It is hard to avoid comparing private colleges and universities to well-oiled businesses. College Trustees govern as a board of directors would -- deciding on policy, appropriating funds, and growing the endowment. Schools across the nation have developed complicated marketing schemes to attract potential clien... uh, applicants. And many, if not most, pander to a ranking industry that claims to measure worth and places status on a pedestal. In an increasingly market-driven world, students, parents and administrators alike have bought into the idea that college is a business: We the students are the consumers and the product being sold to us is our education. Indeed, with ever-increasing tuition prices, it can seem like we are literally buying our college experience.
Are such comparisons legitimate, particularly at Dartmouth? More importantly, at an institution of higher learning whose primary goal should be to instill an education rather than sell it, are such analogies appropriate?
The obsession with rankings is one indication of how colleges nowadays are inordinately concerned with status, prestige and popularity in a way that seems downright corporate. Indeed, whether we would care to admit it or not, image and brand name have become important criteria for selecting a college. Rankings have become so ubiquitous, many now view them as some sort of objective measure of the relative value of a particular school, as if something as unique, complex and wonderful as the college experience could ever be encapsulated by a few numbers.
This preoccupation with prestige has led colleges to develop marketing schemes tailored to attract applicants. As a striking example, a group of Cornell students, dissatisfied with their school's standing, formed an "image committee" earlier this year whose goal is "to press the university into marketing and branding itself more aggressively, and to help it climb higher in college rankings," according to the New York Times. This kind of mindset is exactly what transforms a prospective student into a prospective customer and supports the unhealthy notion that a "good college" is a prize to be won or a product to be purchased, rather than an experience to be had.
The business model analogy also sheds light on the commercialization of admissions policies. As Jacob Baron '10 pointed out ("Fairness? What Fairness?" Oct. 18), if admissions patterns seem unfair to particular groups, it is because policies are structured primarily to benefit the College. This implies that a premium is placed on policies that will attract the most tuition dollars, raise the rankings, and increase overall status. Certainly, it is the College's responsibility to attract and accept a diverse student body. But what about policies like legacy admissions? Is that in the College's Mission Statement as well? Is that one of its equally noble but overlooked "essential elements," to ensure that its coffers will continue to be filled with the cash of wealthy alumni? Or is this indicative of its bottom-line, business mindset?
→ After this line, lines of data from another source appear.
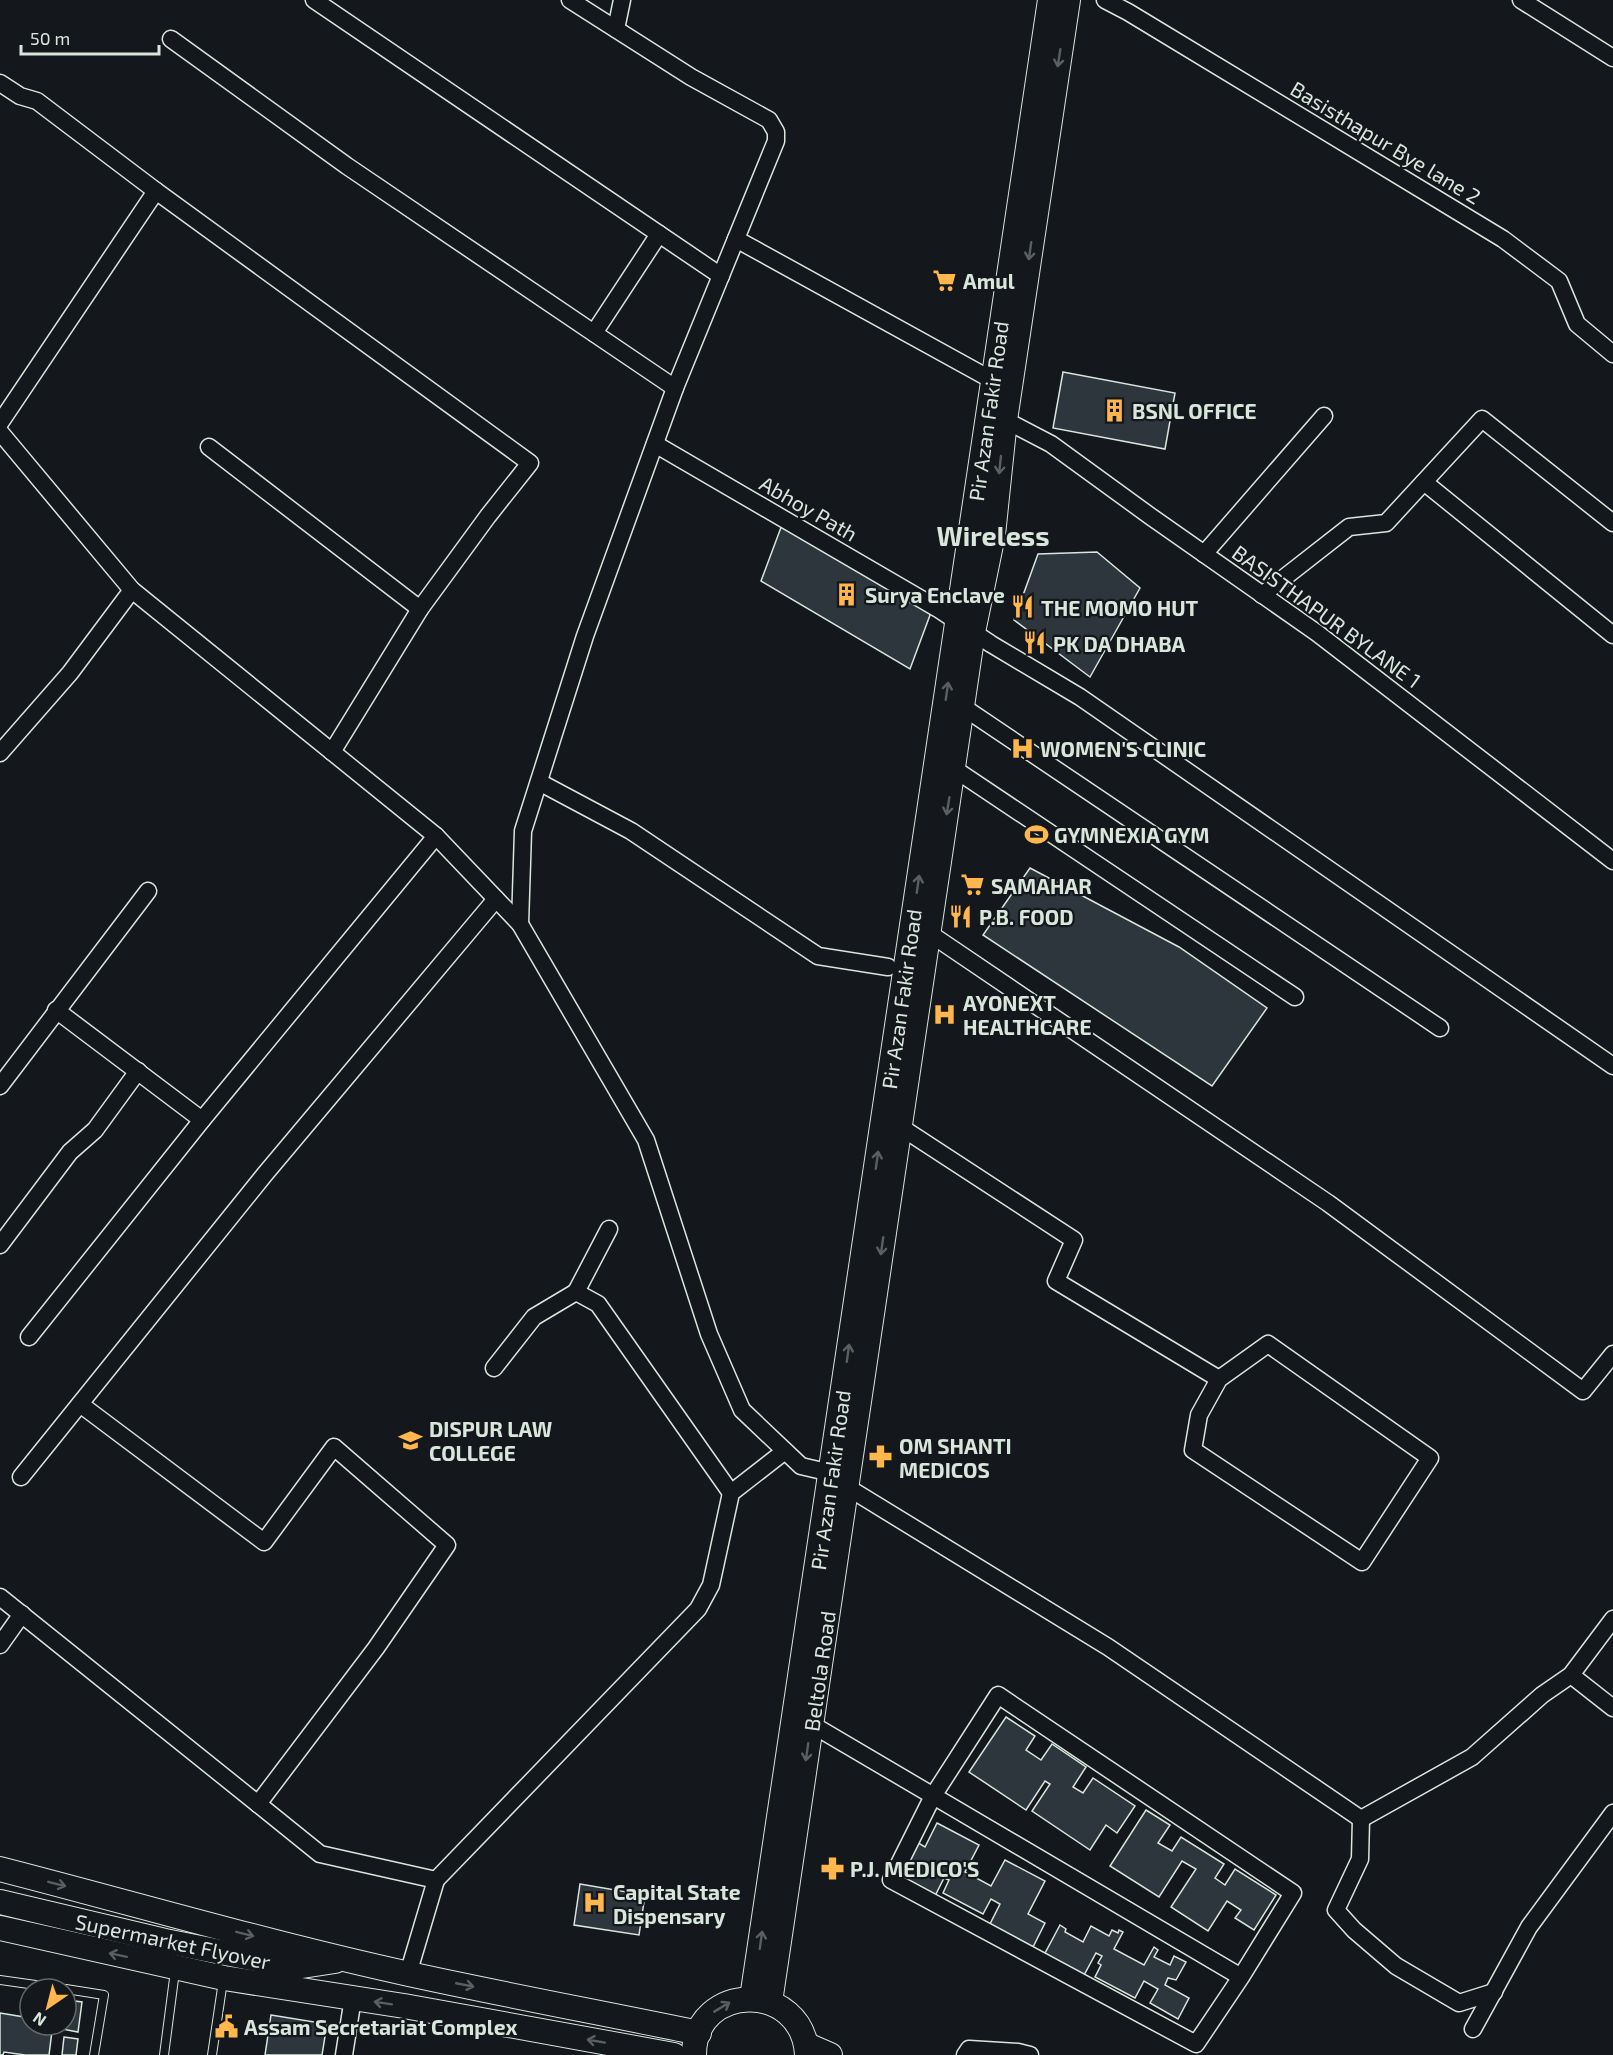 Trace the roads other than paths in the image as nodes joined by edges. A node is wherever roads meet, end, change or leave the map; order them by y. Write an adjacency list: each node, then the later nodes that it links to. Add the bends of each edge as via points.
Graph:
1 (314, 0): 13 (street)
2 (570, 0): 8 (street)
3 (622, 0): 8 (street)
4 (1050, 0): 18 (main road, Pir Azan Fakir Road)
5 (1068, 0): 18 (main road, Pir Azan Fakir Road, one-way to 18)
6 (1105, 0): 17 (street, Basisthapur Bye lane 2, via 1503,239 1559,281 1577,324)
7 (1521, 0): 10 (street)
8 (616, 29): 14 (street, via 769,120 776,132 776,141)
9 (171, 39): 16 (street, via 347,166)
10 (1613, 58)
11 (0, 83): 12 (street, via 37,101)
12 (156, 191): 22 (street); 31 (street, via 530,464)
13 (658, 234): 15 (street); 16 (street)
14 (736, 239): 15 (street); 18 (street)
15 (721, 276): 19 (street)
16 (594, 333): 19 (street)
17 (1613, 354)
18 (1001, 385): 21 (main road, Pir Azan Fakir Road); 32 (main road, Pir Azan Fakir Road)
19 (675, 388): 24 (street)
20 (1324, 416): 28 (street)
21 (1005, 420): 28 (street, BASISTHAPUR BYLANE 1, via 1051,444); 32 (main road, Pir Azan Fakir Road, one-way to 32, via 993,535)
22 (0, 423)
23 (0, 432): 29 (street)
24 (655, 444): 32 (street, Abhoy Path); 38 (street, via 585,636)
25 (209, 447): 31 (street)
26 (1424, 482): 27 (street, via 1482,419); 30 (street, via 1386,523 1349,527); 33 (street)
27 (1613, 523)
28 (1203, 554): 30 (street, BASISTHAPUR BYLANE 1)
29 (132, 590): 35 (street); 36 (street, via 70,673)
30 (1262, 595): 40 (street, BASISTHAPUR BYLANE 1)
31 (420, 609): 35 (street)
32 (957, 621): 34 (main road, Pir Azan Fakir Road); 49 (street, Abhoy Path, via 1080,697); 53 (main road, Pir Azan Fakir Road, one-way to 32)
33 (1613, 635)
34 (963, 707): 37 (main road, Pir Azan Fakir Road); 48 (street)
35 (332, 752): 39 (street)
36 (0, 753)
37 (953, 768): 44 (main road, Pir Azan Fakir Road, one-way to 44); 46 (street)
38 (539, 782): 43 (street, via 523,831); 45 (street, via 631,831 818,956)
39 (436, 836): 42 (street); 52 (street)
40 (1613, 861)
41 (148, 891): 47 (street)
42 (496, 899): 43 (street); 61 (street, via 265,1174)
43 (520, 924): 62 (street, via 646,1140 709,1334 741,1410)
44 (929, 933): 53 (main road, Pir Azan Fakir Road); 58 (street, via 1328,1203 1583,1391)
45 (888, 967)
46 (1295, 997)
47 (56, 1010): 50 (street); 51 (street)
48 (1440, 1028)
49 (1613, 1066)
50 (138, 1071): 52 (street); 55 (street)
51 (0, 1086)
52 (202, 1120): 57 (street)
53 (892, 1121): 60 (street, via 1074,1240 1056,1281); 64 (main road, Pir Azan Fakir Road)
54 (609, 1229): 56 (street)
55 (0, 1245)
56 (576, 1292): 59 (street, via 534,1317); 65 (street, via 598,1304)
57 (29, 1337)
58 (1613, 1354)
59 (494, 1368)
60 (1219, 1379): 60 (street, via 1268,1344 1430,1458 1362,1562 1193,1449 1199,1414)
61 (80, 1404): 63 (street); 74 (street, via 264,1542 334,1447 447,1545 376,1648)
62 (785, 1451): 64 (street, via 801,1466); 65 (street)
63 (21, 1477)
64 (839, 1480): 72 (main road, Beltola Road); 76 (street, via 1108,1647); 91 (main road, Pir Azan Fakir Road, one-way to 64)
65 (731, 1493): 78 (street, via 711,1585 698,1609)
66 (0, 1597): 67 (street)
67 (22, 1614): 69 (street); 74 (street)
68 (1613, 1619): 70 (street)
69 (0, 1645)
70 (1570, 1675): 71 (street); 76 (street, via 1472,1757)
71 (1613, 1708)
72 (811, 1724): 73 (street); 91 (main road, Beltola Road, one-way to 91)
73 (933, 1796): 84 (street); 84 (street, via 891,1880 1196,2044); 84 (street, via 998,1695 1293,1893)
74 (258, 1804): 78 (street, via 320,1854)
75 (1613, 1813): 89 (street, via 1529,1927)
76 (1362, 1819): 89 (street, via 1360,1859 1336,1910 1396,1966 1459,2003)
77 (0, 1869): 81 (main road, one-way to 81)
78 (436, 1880): 83 (street)
79 (0, 1902): 81 (main road, Supermarket Flyover, via 296,1967)
80 (0, 1928): 82 (main road, one-way to 80)
81 (346, 1959): 83 (main road)
82 (175, 1967): 85 (main road); 96 (lane)
83 (408, 1974): 93 (main road, one-way to 93)
84 (1241, 1977)
85 (224, 1978): 90 (main road); 97 (lane)
86 (0, 1980): 87 (lane)
87 (18, 1982)
88 (78, 1991): 95 (lane, via 104,1995)
89 (1494, 1992): 92 (street)
90 (353, 1998): 98 (street); 99 (main road, one-way to 90)
91 (761, 2000): 93 (main road, one-way to 91, via 707,2018 720,2007 736,2000); 94 (main road, via 787,2012 800,2026)
92 (1473, 2029)
93 (696, 2044)
94 (807, 2050): 100 (main road)
95 (94, 2055)
96 (164, 2055)
97 (212, 2055)
98 (344, 2055)
99 (674, 2055)
100 (830, 2055)
101 (965, 2055): 102 (street, via 969,2049)
102 (1030, 2055)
Despite the fact that complete fairness is impossible, the admissions process must still be based on some established framework of meritocracy. After all, isn't creating a "talented and intellectually curious student body" also essential to benefiting the College? I realize that the financial realities of running a private institution necessitate a concern with obtaining funding. But that concern should not override the deeper educational mission of the College, and should not result in policies that divorce that mission from the business practices undertaken to pursue it.
The apparent commercialization of the college experience is hard to ignore. And yet, I refuse to give in to the cynical notion that the College has business interests that are completely alienated from the educational interests of its students. I prefer to think that Dartmouth has my best interests in mind and that there are those in the upper echelons of the administration who prioritize educational values over market interests.
This trend is not as indicative of administrative motives as it is of a growing societal fixation with "bottom-line," Machiavellian concerns like "getting the most bang for the buck" and securing a sense of worth by attaching the name of a prestigious college next to your own. Perhaps these concerns -- and the corporate mindset they engender -- are the ones that are misguided. As Lloyd Thacker, a former guidance counselor, poignantly pointed out in an article in The Chronicle of Higher Education last year, "Education is a process, not a product." Indeed, more than anything else, it is this transformative process that lies at the heart of the college experience.